The proposed SegStereo framework cooperates semantic segmentation information into disparity estimation, where semantic consistency can be used as an active guidance for disparity estimation. The semantic feature embedding strategy and semantic loss function, e.g., softmax, can help train the network in an unsupervised or supervised approach. The proposed disparity estimation method can obtain advanced results on both KITTI Stereo 2012 and 2015 benchmark. Prediction on a CityScapes dataset shows the effectiveness of the method. A KITTI Stereo dataset is a computer vision algorithm evaluation dataset for autonomous driving scenes. In addition to data in a raw data format, this dataset provides a benchmark for each task. The CityScapes dataset is a dataset oriented towards semantic understanding of urban street scenes.

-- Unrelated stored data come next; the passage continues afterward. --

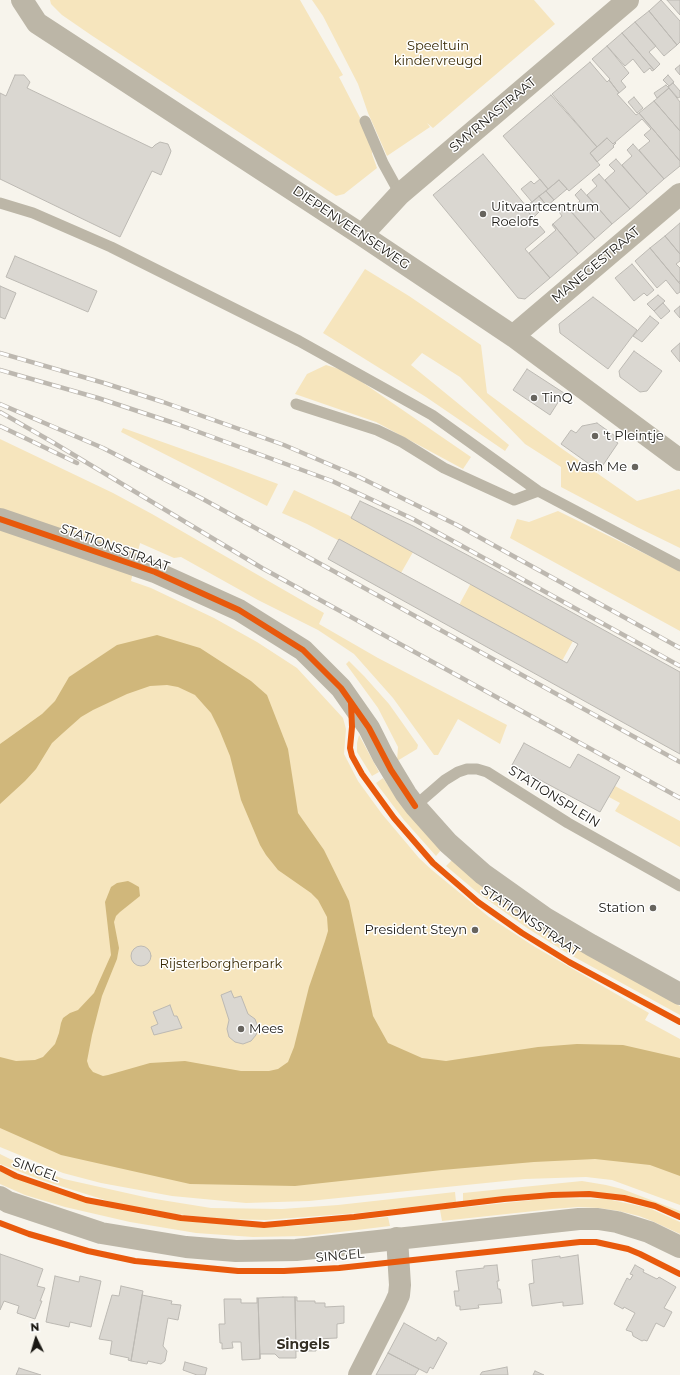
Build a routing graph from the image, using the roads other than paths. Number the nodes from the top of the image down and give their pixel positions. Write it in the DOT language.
graph roads {
  1 [pos="22,0"];
  2 [pos="628,0"];
  3 [pos="365,120"];
  4 [pos="400,194"];
  5 [pos="680,194"];
  6 [pos="0,203"];
  7 [pos="362,235"];
  8 [pos="513,336"];
  9 [pos="296,404"];
  10 [pos="680,460"];
  11 [pos="538,491"];
  12 [pos="0,519"];
  13 [pos="680,566"];
  14 [pos="415,806"];
  15 [pos="680,886"];
  16 [pos="680,994"];
  17 [pos="0,1197"];
  18 [pos="397,1238"];
  19 [pos="680,1248"];
  20 [pos="359,1375"];
  1 -- 7 [label="street, DIEPENVEENSEWEG"];
  2 -- 4 [label="street, SMYRNASTRAAT"];
  3 -- 4 [label="lane"];
  4 -- 7 [label="street, SMYRNASTRAAT"];
  5 -- 8 [label="street, MANEGESTRAAT"];
  6 -- 11 [label="lane"];
  7 -- 8 [label="street, DIEPENVEENSEWEG"];
  8 -- 10 [label="street, DIEPENVEENSEWEG"];
  9 -- 11 [label="lane"];
  11 -- 13 [label="lane"];
  12 -- 14 [label="street, STATIONSSTRAAT"];
  14 -- 15 [label="lane, STATIONSPLEIN"];
  14 -- 16 [label="street, STATIONSSTRAAT"];
  17 -- 18 [label="street, SINGEL"];
  18 -- 19 [label="street, SINGEL"];
  18 -- 20 [label="street"];
}
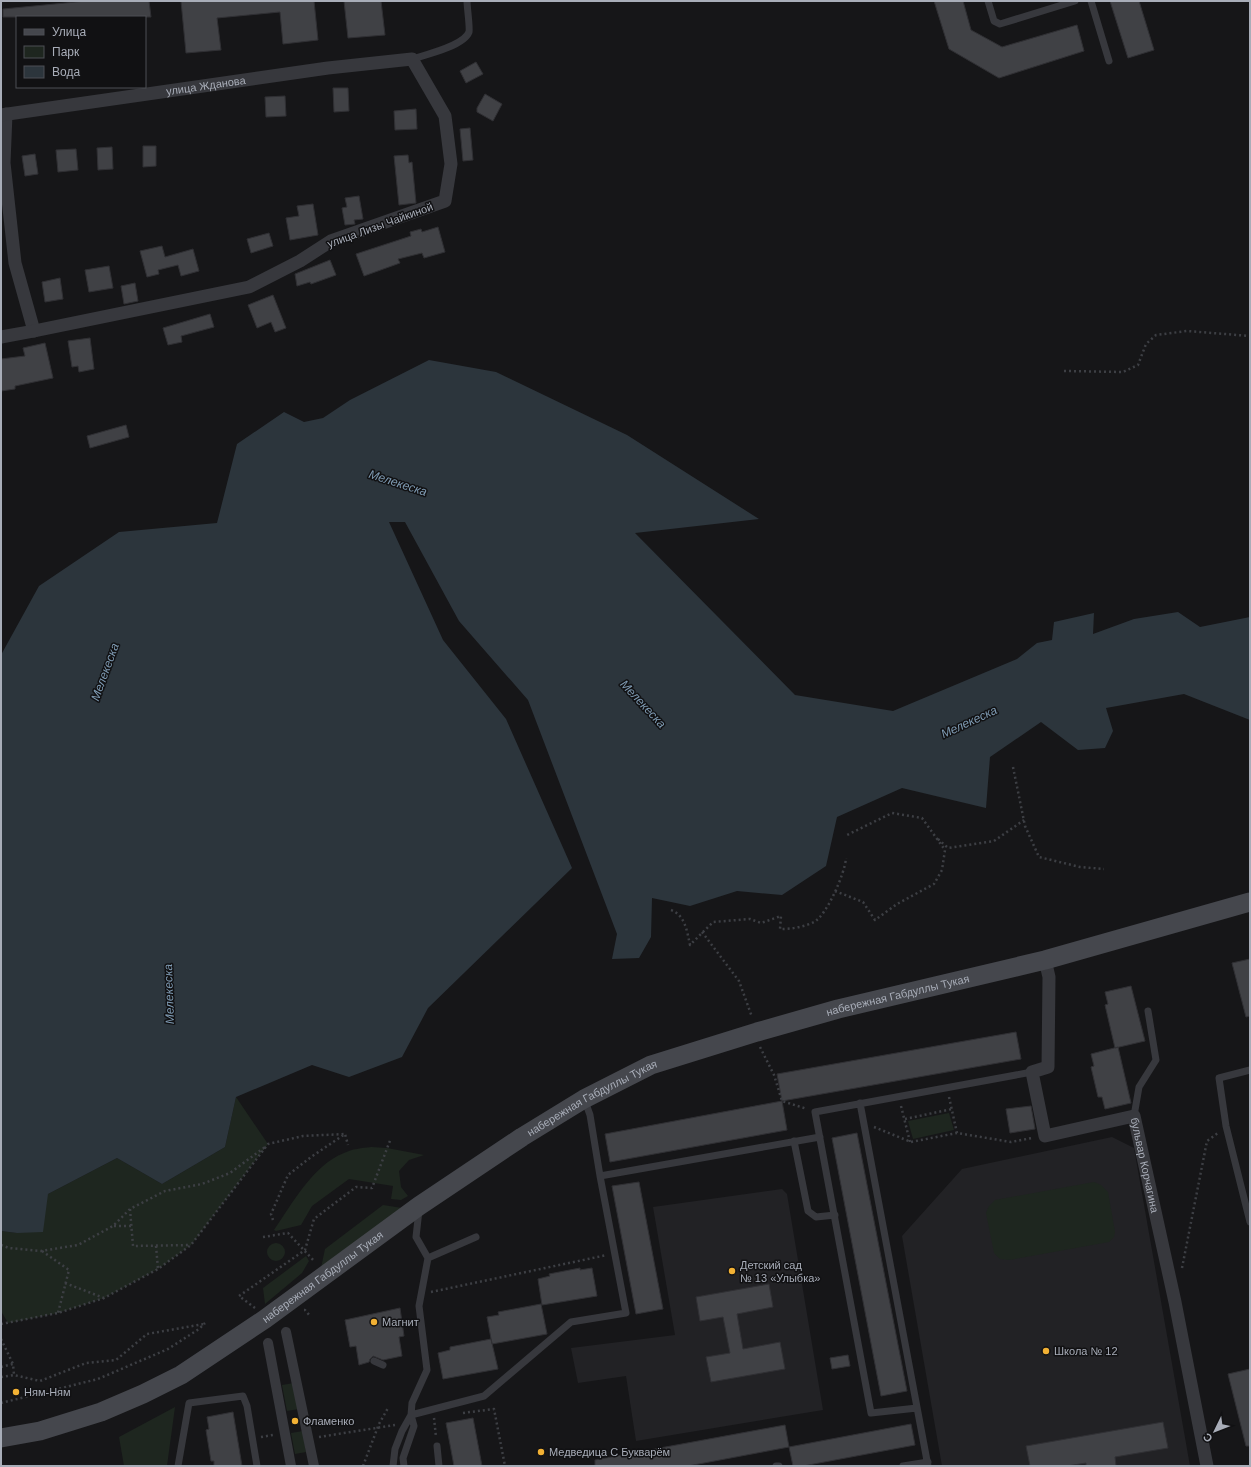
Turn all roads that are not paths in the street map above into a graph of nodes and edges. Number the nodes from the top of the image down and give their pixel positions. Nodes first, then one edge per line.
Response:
1 (466, 1) edge
2 (988, 1) edge
3 (1076, 1) edge
4 (1091, 1) edge
5 (412, 59) junction
6 (1109, 61) dead end
7 (3, 114) edge
8 (34, 331) junction
9 (1, 337) edge
10 (1250, 902) edge
11 (1045, 960) junction
12 (1148, 1011) dead end
13 (1250, 1070) edge
14 (1032, 1072) junction
15 (584, 1099) junction
16 (860, 1103) junction
17 (1134, 1116) junction
18 (820, 1137) junction
19 (794, 1141) junction
20 (600, 1176) junction
21 (419, 1206) junction
22 (834, 1215) junction
23 (1250, 1222) edge
24 (476, 1237) dead end
25 (428, 1258) junction
26 (286, 1332) dead end
27 (268, 1343) dead end
28 (374, 1361) dead end
29 (383, 1365) dead end
30 (917, 1408) junction
31 (411, 1415) junction
32 (1, 1438) edge
33 (437, 1446) road end
34 (928, 1464) edge
35 (178, 1466) edge
36 (257, 1466) edge
37 (291, 1466) edge
38 (314, 1466) edge
39 (393, 1466) edge
40 (404, 1466) edge
41 (440, 1466) edge
42 (776, 1466) edge
43 (779, 1466) edge
44 (903, 1466) edge
45 (1207, 1466) edge

1 - 5 lane
2 - 3 lane
4 - 6 lane
5 - 7 street, улица Жданова
5 - 8 street, улица Лизы Чайкиной
7 - 8 street
8 - 9 street, улица Лизы Чайкиной
10 - 11 main road, набережная Габдуллы Тукая
11 - 14 street
11 - 15 main road, набережная Габдуллы Тукая
12 - 17 lane
13 - 23 lane
14 - 16 lane
14 - 17 street, бульвар Корчагина
15 - 20 lane
15 - 21 main road, набережная Габдуллы Тукая
16 - 18 lane
16 - 30 lane
17 - 45 street, бульвар Корчагина
18 - 19 lane
18 - 22 lane
19 - 20 lane
19 - 22 lane
20 - 31 lane
21 - 25 lane
21 - 32 main road, набережная Габдуллы Тукая
22 - 30 lane
24 - 25 lane
25 - 31 lane
26 - 38 street
27 - 37 street
28 - 29 lane
30 - 34 lane
31 - 39 lane
31 - 40 lane
33 - 41 lane
34 - 44 lane
35 - 36 lane
42 - 43 lane

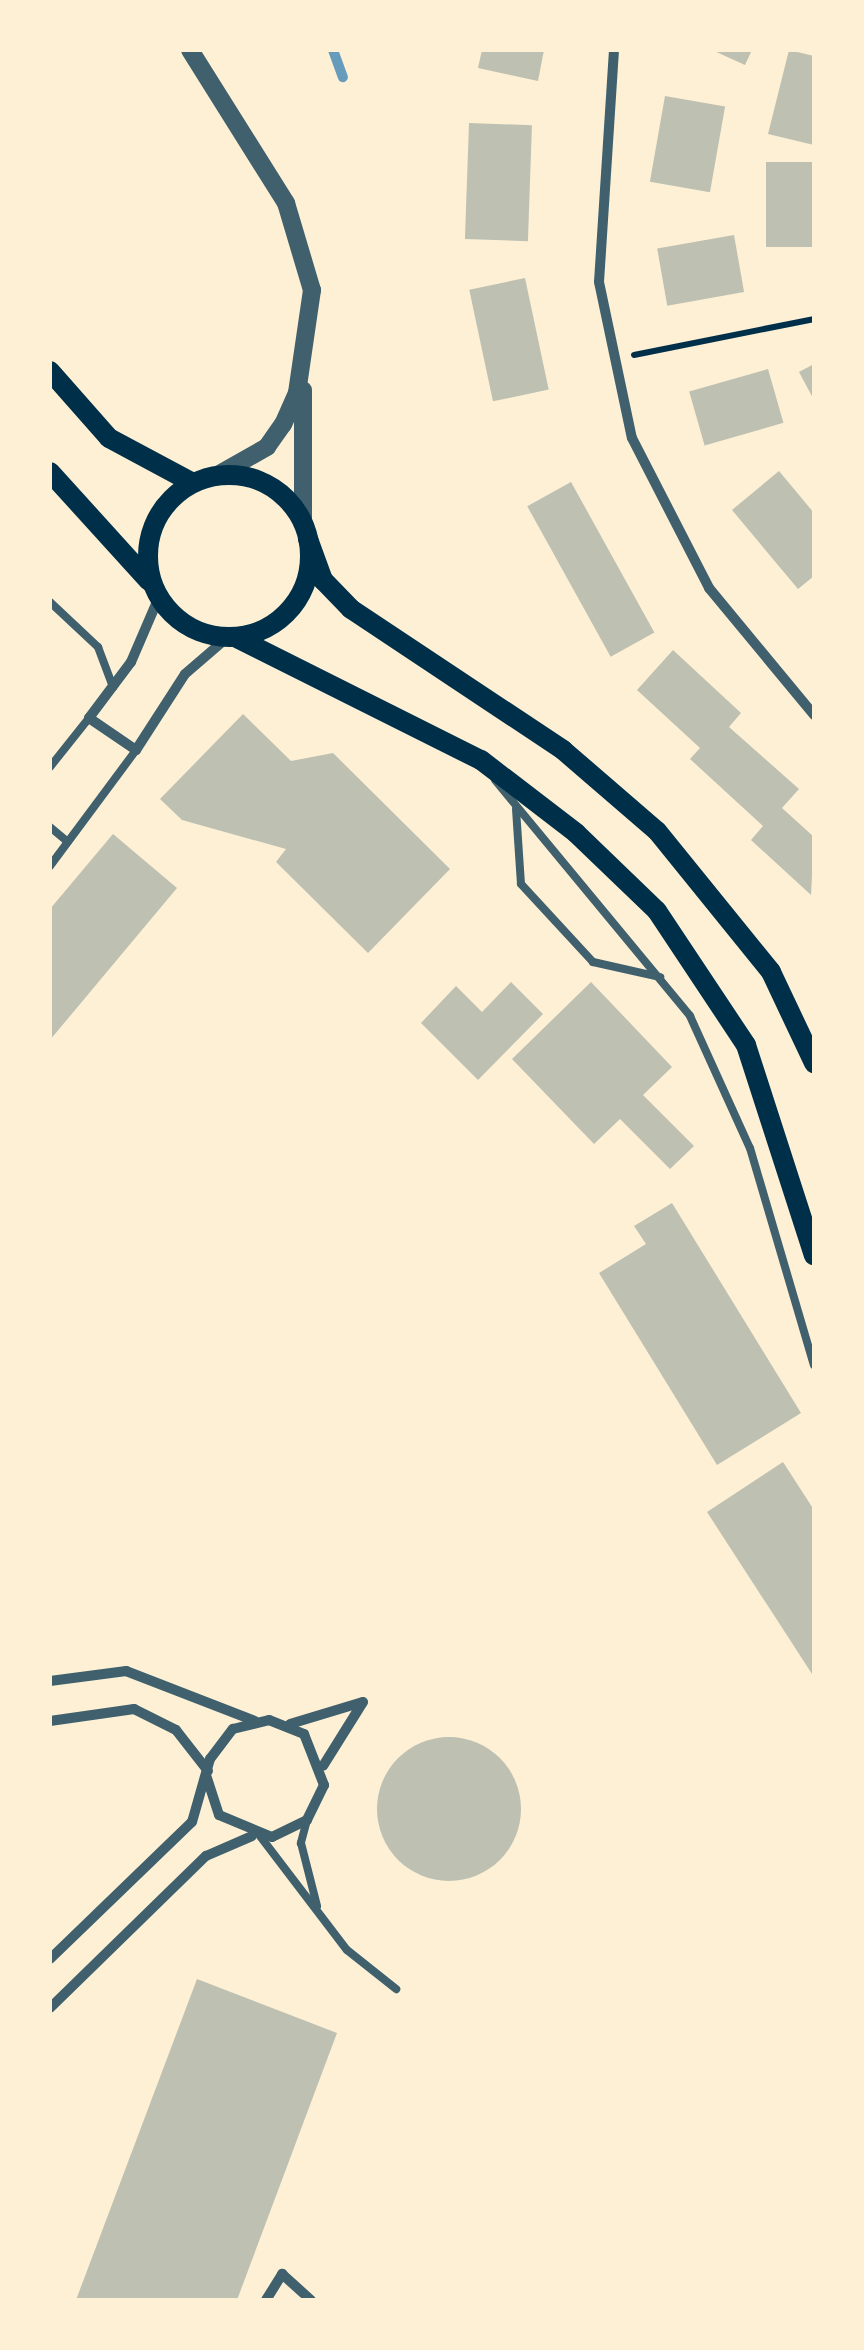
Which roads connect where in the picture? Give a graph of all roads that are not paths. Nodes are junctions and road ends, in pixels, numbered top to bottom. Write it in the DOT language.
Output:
graph roads {
  1 [pos="190,50"];
  2 [pos="614,50"];
  3 [pos="304,358"];
  4 [pos="50,371"];
  5 [pos="50,472"];
  6 [pos="216,476"];
  7 [pos="193,483"];
  8 [pos="305,532"];
  9 [pos="156,592"];
  10 [pos="50,602"];
  11 [pos="231,637"];
  12 [pos="113,687"];
  13 [pos="814,715"];
  14 [pos="89,718"];
  15 [pos="136,750"];
  16 [pos="481,760"];
  17 [pos="50,766"];
  18 [pos="516,809"];
  19 [pos="50,826"];
  20 [pos="68,842"];
  21 [pos="50,866"];
  22 [pos="661,977"];
  23 [pos="814,1063"];
  24 [pos="814,1254"];
  25 [pos="814,1364"];
  26 [pos="50,1681"];
  27 [pos="50,1721"];
  28 [pos="256,1721"];
  29 [pos="288,1724"];
  30 [pos="323,1766"];
  31 [pos="207,1774"];
  32 [pos="307,1820"];
  33 [pos="256,1836"];
  34 [pos="320,1915"];
  35 [pos="50,1959"];
  36 [pos="396,1988"];
  37 [pos="50,2008"];
  38 [pos="266,2300"];
  39 [pos="311,2300"];
  1 -- 3 [label="street"];
  2 -- 13 [label="street"];
  3 -- 6 [label="street"];
  3 -- 8 [label="street"];
  4 -- 7 [label="main road"];
  5 -- 9 [label="main road"];
  6 -- 7 [label="main road"];
  6 -- 8 [label="main road"];
  7 -- 9 [label="main road"];
  8 -- 11 [label="main road"];
  8 -- 23 [label="main road"];
  9 -- 11 [label="main road"];
  9 -- 12 [label="street"];
  10 -- 12 [label="lane"];
  11 -- 15 [label="street"];
  11 -- 16 [label="main road"];
  12 -- 14 [label="street"];
  14 -- 15 [label="street"];
  14 -- 17 [label="lane"];
  15 -- 20 [label="lane"];
  16 -- 18 [label="lane"];
  16 -- 24 [label="main road"];
  18 -- 22 [label="lane"];
  18 -- 22 [label="lane"];
  19 -- 20 [label="lane"];
  20 -- 21 [label="lane"];
  22 -- 25 [label="lane"];
  26 -- 28 [label="street"];
  27 -- 31 [label="street"];
  28 -- 29 [label="street"];
  28 -- 31 [label="street"];
  29 -- 30 [label="street"];
  29 -- 30 [label="street"];
  30 -- 32 [label="street"];
  31 -- 33 [label="street"];
  31 -- 35 [label="street"];
  32 -- 33 [label="street"];
  32 -- 34 [label="lane"];
  33 -- 34 [label="lane"];
  33 -- 37 [label="street"];
  34 -- 36 [label="lane"];
  38 -- 39 [label="street"];
}
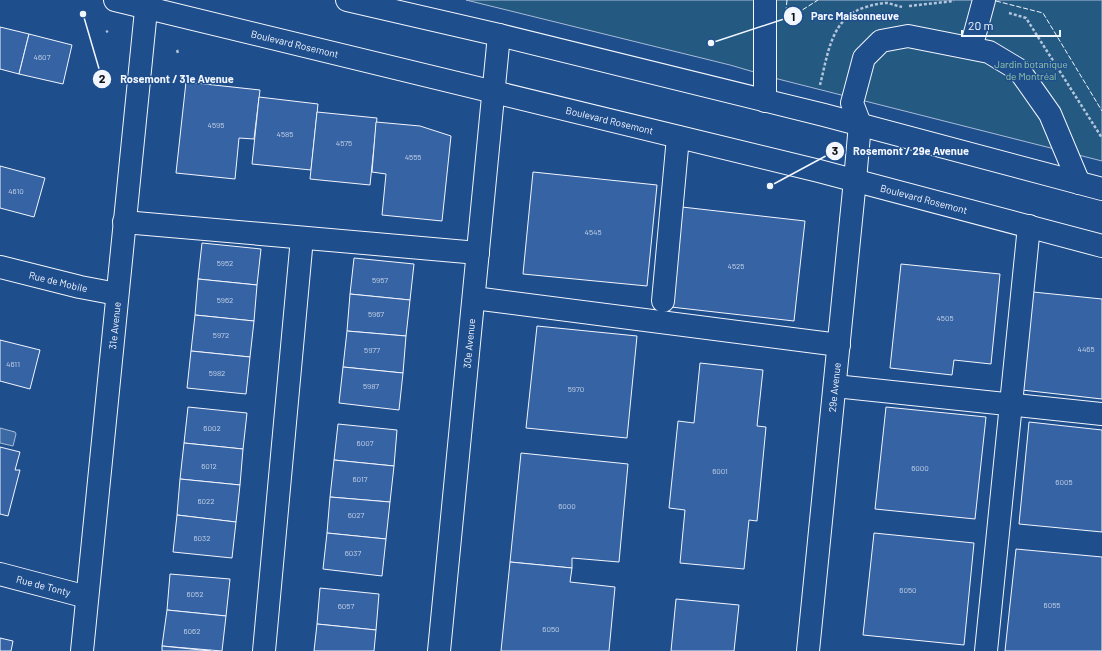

FIGS. 3A-3D are diagrams comparing effects of using an existing estimation method with an estimation method provided by the present application on a KITTI Stereo dataset. FIGS. 3A and 3B represent an input stereo image pair. FIG. 3C represents an error map obtained after processing FIGS. 3A and 3B according to the existing prediction method. FIG. 3D represents an error map obtained after processing FIGS. 3A and 3B according to the prediction method provided by the present application. The error map is obtained by subtracting a reconstructed image and an originally input image. Dark areas at the bottom right in FIG. 3C indicate incorrect prediction areas. Compared with FIG. 3C, it can be seen from FIG. 3D that the incorrect areas at the bottom right are greatly reduced. Therefore, under the guidance of semantic cues, the disparity estimation of the SegStereo network is more accurate, especially in a local ambiguous area.
FIGS. 4A and 4B illustrate several qualitative examples on KITTI test sets. According to a method provided by the present application, the SegStereo network can also obtain better disparity estimation results for challenging and complex scenes. FIG. 4A shows qualitative results on KITTI 2012 test data. As shown in FIG. 4A, from left to right: first view images, disparity prediction maps, and error maps. FIG. 4B shows qualitative results on KITTI 2015 test data. As shown in FIG. 4B, from left to right: first view images, disparity prediction maps, and error maps. It can be seen from FIGS. 4A and 4B that there are supervised qualitative results on the KITTI Stereo test sets. By incorporating semantic information, the method proposed in the present application is able to handle complicated scenes.
The SegStereo network can also be adapted to other datasets. For example, the SegStereo network obtained by unsupervised training may be tested on a CityScapes verification set. FIGS. 5A-5C illustrate a prediction result of an unsupervised trained neural network on the CityScapes verification set. FIG. 5A is a first view image. FIG. 5B is a disparity prediction map obtained after processing FIG. 5A using an SGM algorithm. FIG. 5C is a disparity prediction map obtained after processing FIG. 5A using the SegStereo network. Obviously, compared with the SGM algorithm, the SegStereo network produces better results in terms of global scene structure and object details.
In summary, a SegStereo disparity estimation architecture provided by the present application introduces semantic cues into a disparity estimation network. A PSP Net may be used as a segmentation branch to extract semantic features of a stereo image pair. A residual network (ResNet) and a correlation module may be used as a disparity part to regress a disparity prediction map. The correlation module is used to encode matching cues of a stereo image pair. Segmentation features go into a disparity branch behind the correlation module as semantic feature embedding. In addition, semantic consistency of the stereo image pair is reconstructed via semantic loss regularization, which further enhances the robustness of disparity estimation. Both a semantic segmentation network and a disparity regression network are fully convolutional, so that the networks can be trained end-to-end.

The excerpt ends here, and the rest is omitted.